Stored data:
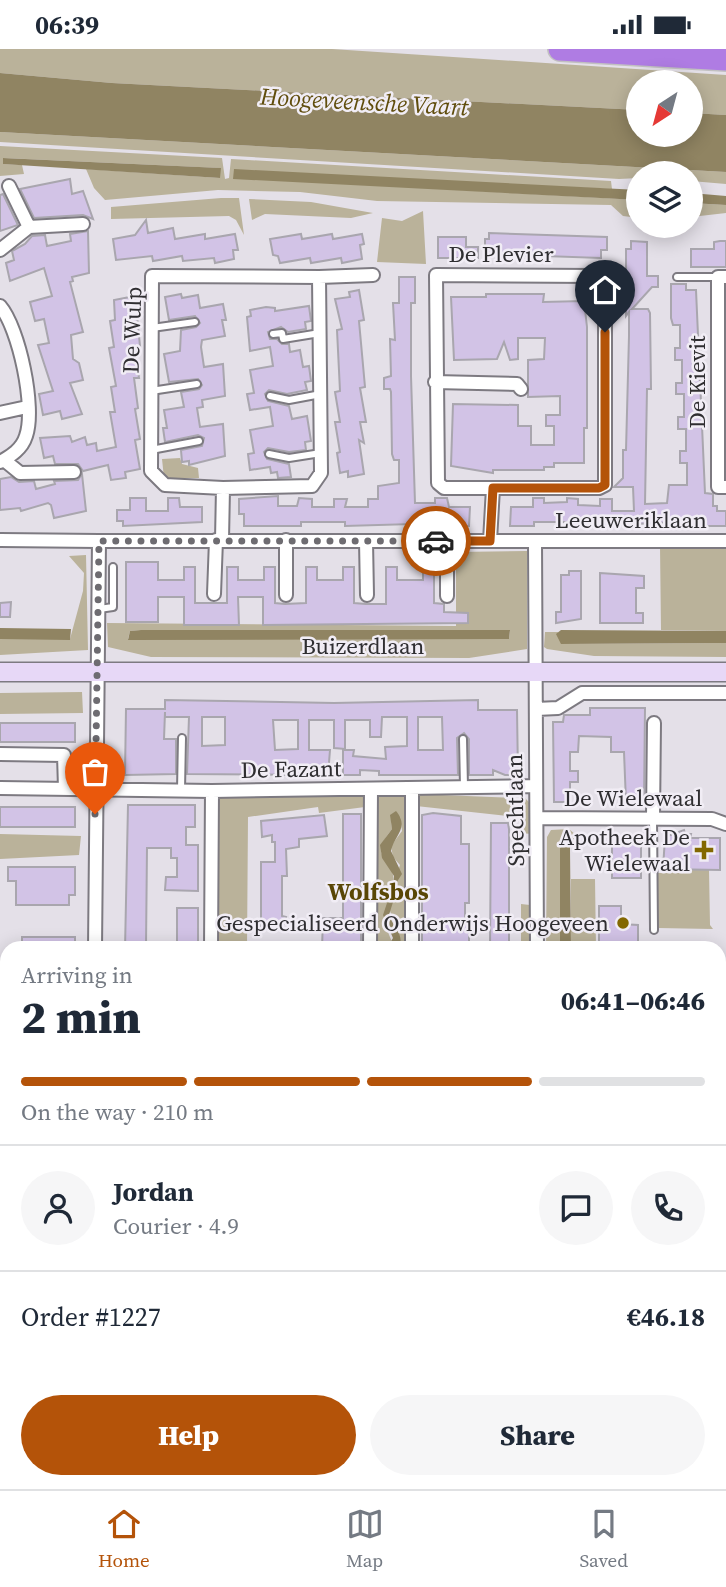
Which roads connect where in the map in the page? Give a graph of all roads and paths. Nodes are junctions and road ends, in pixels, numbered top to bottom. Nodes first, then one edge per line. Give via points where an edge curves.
1 (560, 49) edge
2 (726, 59) edge
3 (9, 186) dead end
4 (83, 224) dead end
5 (29, 227) junction
6 (0, 250) edge
7 (373, 275) dead end
8 (319, 277) junction
9 (677, 277) dead end
10 (722, 277) edge
11 (0, 306) edge
12 (195, 322) dead end
13 (152, 328) junction
14 (320, 333) junction
15 (273, 334) dead end
16 (435, 381) junction
17 (197, 383) dead end
18 (521, 389) dead end
19 (151, 391) junction
20 (320, 394) junction
21 (270, 396) dead end
22 (27, 407) junction
23 (0, 413) edge
24 (199, 441) dead end
25 (151, 450) junction
26 (321, 453) junction
27 (269, 454) dead end
28 (2, 461) edge
29 (74, 472) dead end
30 (726, 487) edge
31 (223, 488) junction
32 (493, 488) junction
33 (0, 540) edge
34 (219, 540) junction
35 (99, 541) junction
36 (286, 541) junction
37 (366, 541) junction
38 (447, 541) junction
39 (490, 541) junction
40 (535, 541) junction
41 (726, 541) edge
42 (113, 567) dead end
43 (214, 594) dead end
44 (286, 595) dead end
45 (367, 595) dead end
46 (447, 596) dead end
47 (99, 609) junction
48 (536, 670) junction
49 (98, 671) junction
50 (0, 672) edge
51 (726, 672) edge
52 (726, 694) edge
53 (536, 709) junction
54 (654, 723) dead end
55 (183, 738) dead end
56 (463, 739) dead end
57 (0, 754) edge
58 (535, 786) junction
59 (464, 787) junction
60 (0, 788) edge
61 (65, 788) junction
62 (95, 788) junction
63 (412, 788) junction
64 (371, 789) junction
65 (181, 790) junction
66 (212, 791) junction
67 (538, 818) junction
68 (653, 818) junction
69 (726, 824) edge
70 (654, 930) dead end
71 (95, 941) edge
72 (211, 941) edge
73 (370, 941) edge
74 (411, 941) edge
75 (537, 941) edge

1 - 2 highway
3 - 5 street
4 - 5 street
5 - 6 street
7 - 8 street, De Wulp
8 - 13 street, De Wulp via 152,276
8 - 14 street, De Wulp
9 - 10 lane
10 - 30 street, De Kievit via 718,487
11 - 22 street via 19,339
12 - 13 lane
13 - 19 street, De Wulp
14 - 15 lane via 283,339 282,333
14 - 20 street, De Wulp
16 - 18 street via 500,382
16 - 32 street, De Plevier via 438,483 444,488
16 - 32 street, De Plevier via 436,275 596,276 605,281 605,485
17 - 19 lane
19 - 25 street, De Wulp
20 - 21 lane via 289,400
20 - 26 street, De Wulp
22 - 23 street
22 - 28 street via 25,440
24 - 25 lane
25 - 31 street, De Wulp via 151,471 164,485
26 - 27 lane
26 - 31 street, De Wulp via 321,473 312,486
28 - 29 street via 20,473
31 - 34 street
32 - 39 street
33 - 35 street, Leeuweriklaan
34 - 35 street, Leeuweriklaan
34 - 36 street, Leeuweriklaan
34 - 43 street
35 - 47 street
36 - 37 street, Leeuweriklaan
36 - 44 street
37 - 38 street, Leeuweriklaan
37 - 45 street
38 - 39 street, Leeuweriklaan
38 - 46 street
39 - 40 street, Leeuweriklaan
40 - 41 street, Leeuweriklaan
40 - 48 street, Leeuweriklaan
42 - 47 lane via 113,607
47 - 49 street
48 - 49 street, Buizerdlaan
48 - 51 street, Buizerdlaan
48 - 53 street, Spechtlaan
49 - 50 street, Buizerdlaan
49 - 62 street
52 - 53 street via 582,693 558,708
53 - 58 street, Spechtlaan
54 - 68 street
55 - 65 lane
56 - 59 lane
57 - 61 street via 64,755
58 - 59 street, De Fazant
58 - 67 street, Spechtlaan
59 - 63 street, De Fazant
60 - 61 street, De Fazant
61 - 62 street, De Fazant
62 - 65 street, De Fazant
62 - 71 street
63 - 64 street, De Fazant
63 - 74 street
64 - 66 street, De Fazant
64 - 73 street, De Fazant
65 - 66 street, De Fazant
66 - 72 street, De Fazant
67 - 68 street, De Wielewaal
67 - 75 street, Spechtlaan
68 - 69 street, De Wielewaal via 712,818
68 - 70 lane

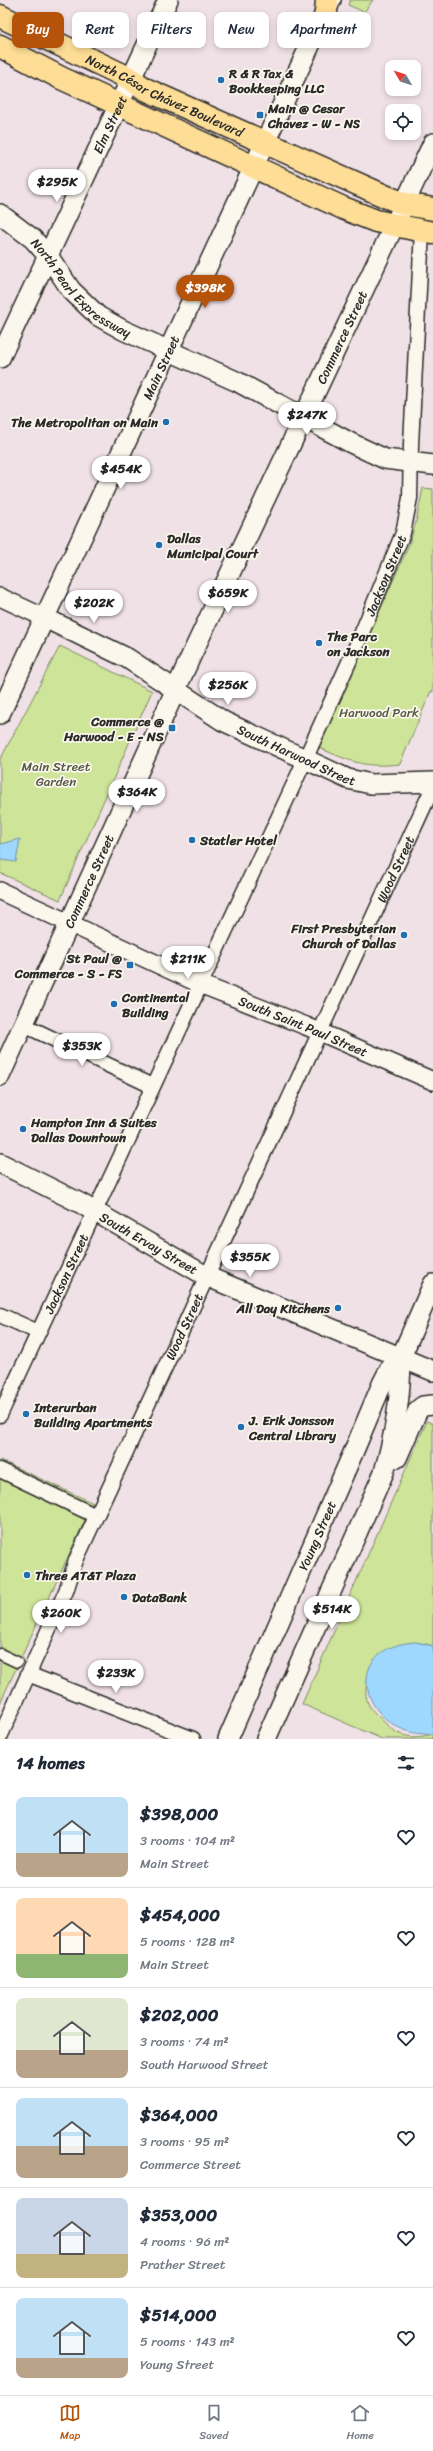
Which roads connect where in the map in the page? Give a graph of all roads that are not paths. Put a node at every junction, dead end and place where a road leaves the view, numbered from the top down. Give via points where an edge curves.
1 (168, 0) edge
2 (328, 4) edge
3 (0, 16) edge
4 (0, 46) edge
5 (131, 79) junction
6 (119, 104) junction
7 (266, 142) junction
8 (433, 143) edge
9 (255, 168) junction
10 (405, 204) junction
11 (433, 209) edge
12 (0, 214) edge
13 (395, 226) junction
14 (428, 232) edge
15 (49, 257) junction
16 (169, 350) junction
17 (0, 358) edge
18 (304, 417) junction
19 (411, 464) junction
20 (433, 465) edge
21 (0, 597) edge
22 (45, 618) junction
23 (175, 690) junction
24 (0, 714) edge
25 (305, 760) junction
26 (433, 782) edge
27 (433, 787) edge
28 (0, 891) edge
29 (70, 923) junction
30 (200, 984) junction
31 (24, 1025) junction
32 (318, 1031) junction
33 (0, 1076) edge
34 (433, 1081) edge
35 (152, 1086) junction
36 (0, 1163) edge
37 (93, 1211) junction
38 (206, 1276) junction
39 (433, 1284) edge
40 (0, 1315) edge
41 (38, 1332) junction
42 (401, 1357) junction
43 (433, 1371) edge
44 (433, 1405) edge
45 (0, 1415) edge
46 (0, 1470) edge
47 (370, 1509) junction
48 (96, 1516) junction
49 (0, 1654) edge
50 (17, 1662) dead end
51 (28, 1674) junction
52 (0, 1737) edge
53 (270, 1737) edge
54 (193, 1739) edge
55 (228, 1739) edge

1 - 5 main road, Elm Street
2 - 7 main road, Main Street
3 - 5 main road, North César Chávez Boulevard
4 - 6 main road via 34,65
5 - 6 main road, Elm Street
5 - 7 main road, North César Chávez Boulevard via 145,89
6 - 9 main road
6 - 15 main road, Elm Street
7 - 9 main road, Main Street
7 - 10 main road, North César Chávez Boulevard
8 - 10 main road, Commerce Street
9 - 13 main road via 356,214
9 - 16 main road, Main Street
10 - 11 main road, North César Chávez Boulevard
10 - 13 main road, Commerce Street
12 - 15 main road, North Pearl Expressway via 33,239
13 - 14 main road
13 - 18 main road, Commerce Street
14 - 19 street, Jackson Street
15 - 16 main road, North Pearl Expressway via 71,290 93,312 123,330
15 - 17 main road, Elm Street
16 - 18 main road, North Pearl Expressway via 238,382
16 - 22 main road, Main Street
18 - 19 main road, North Pearl Expressway via 385,459
18 - 23 main road, Commerce Street
19 - 20 main road, North Pearl Expressway
19 - 25 street, Jackson Street via 410,498 403,533
21 - 22 street
22 - 23 main road, South Harwood Street via 121,655
22 - 24 main road, Main Street
23 - 25 main road, South Harwood Street via 223,721
23 - 29 main road, Commerce Street
25 - 26 main road, South Harwood Street via 348,779 364,783 395,785
25 - 30 street, Jackson Street
27 - 32 street, Wood Street
28 - 29 street, South Saint Paul Street
29 - 30 street, South Saint Paul Street
29 - 31 main road, Commerce Street
30 - 32 street, South Saint Paul Street
30 - 35 street, Jackson Street
31 - 33 main road, Commerce Street
31 - 35 street
32 - 34 street, South Saint Paul Street
32 - 38 street, Wood Street
35 - 37 street, Jackson Street
36 - 37 main road, South Ervay Street
37 - 38 main road, South Ervay Street
37 - 41 street, Jackson Street
38 - 42 main road, South Ervay Street
38 - 48 street, Wood Street
39 - 42 main road, Young Street
40 - 41 street
41 - 45 street, Jackson Street
42 - 43 main road, South Ervay Street
42 - 47 main road, Young Street via 401,1388 393,1442
42 - 55 main road, Young Street via 389,1370 382,1384
44 - 47 main road via 423,1406 418,1410 397,1460
46 - 48 street
47 - 53 main road, Young Street
48 - 51 street, Wood Street
49 - 50 street
51 - 52 street, Wood Street
51 - 54 street

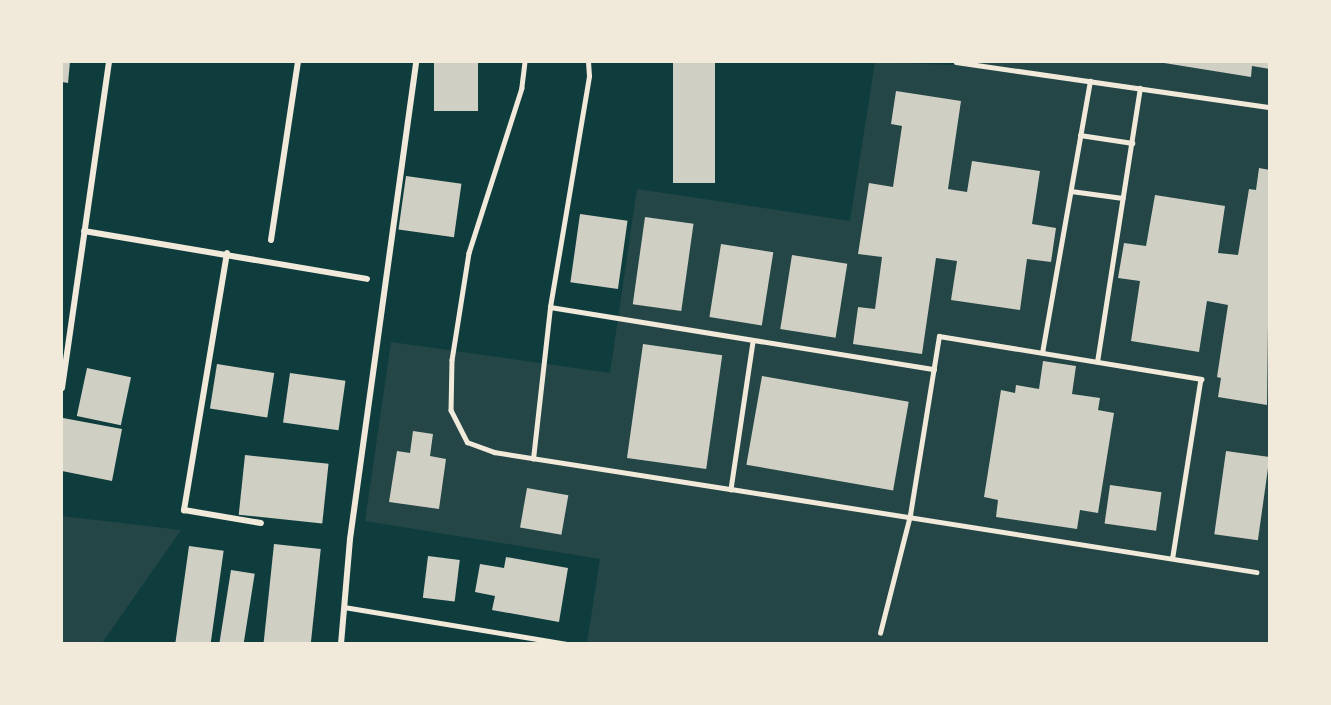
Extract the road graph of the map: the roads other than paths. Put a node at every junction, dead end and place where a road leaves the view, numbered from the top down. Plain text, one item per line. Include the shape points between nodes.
1 (109, 62) edge
2 (298, 62) edge
3 (416, 62) edge
4 (525, 62) edge
5 (588, 62) edge
6 (956, 62) edge
7 (1090, 81) junction
8 (1140, 88) junction
9 (1269, 107) edge
10 (1080, 135) junction
11 (1132, 142) junction
12 (1071, 191) junction
13 (1123, 198) junction
14 (84, 231) junction
15 (271, 240) dead end
16 (227, 253) junction
17 (368, 279) dead end
18 (550, 307) junction
19 (753, 342) junction
20 (1042, 353) junction
21 (1097, 362) junction
22 (934, 369) junction
23 (62, 388) edge
24 (533, 459) junction
25 (731, 489) junction
26 (910, 515) junction
27 (261, 523) dead end
28 (1173, 556) junction
29 (1256, 572) dead end
30 (344, 607) junction
31 (880, 633) dead end
32 (341, 644) edge
33 (568, 644) edge

1 - 14 street
2 - 15 street
3 - 30 street via 371,375
4 - 24 lane via 522,88 469,253 452,360 451,410 467,442
5 - 18 lane via 588,87
6 - 7 lane
7 - 8 lane
7 - 10 lane
8 - 9 lane
8 - 11 lane
10 - 11 lane
10 - 12 lane
11 - 13 lane
12 - 13 lane
12 - 20 lane
13 - 21 lane
14 - 16 street
14 - 23 street
16 - 17 street
16 - 27 street via 184,510
18 - 19 lane
18 - 24 lane
19 - 22 lane
19 - 25 lane
20 - 21 lane
20 - 22 lane via 939,336
21 - 28 lane via 1201,378
22 - 26 lane
24 - 25 lane
25 - 26 lane
26 - 28 lane
26 - 31 lane
28 - 29 lane
30 - 32 street
30 - 33 lane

Task instructions: Based on the records above, how many lines hold the string "Fazant"? Answer with the number by itself.

Output: 10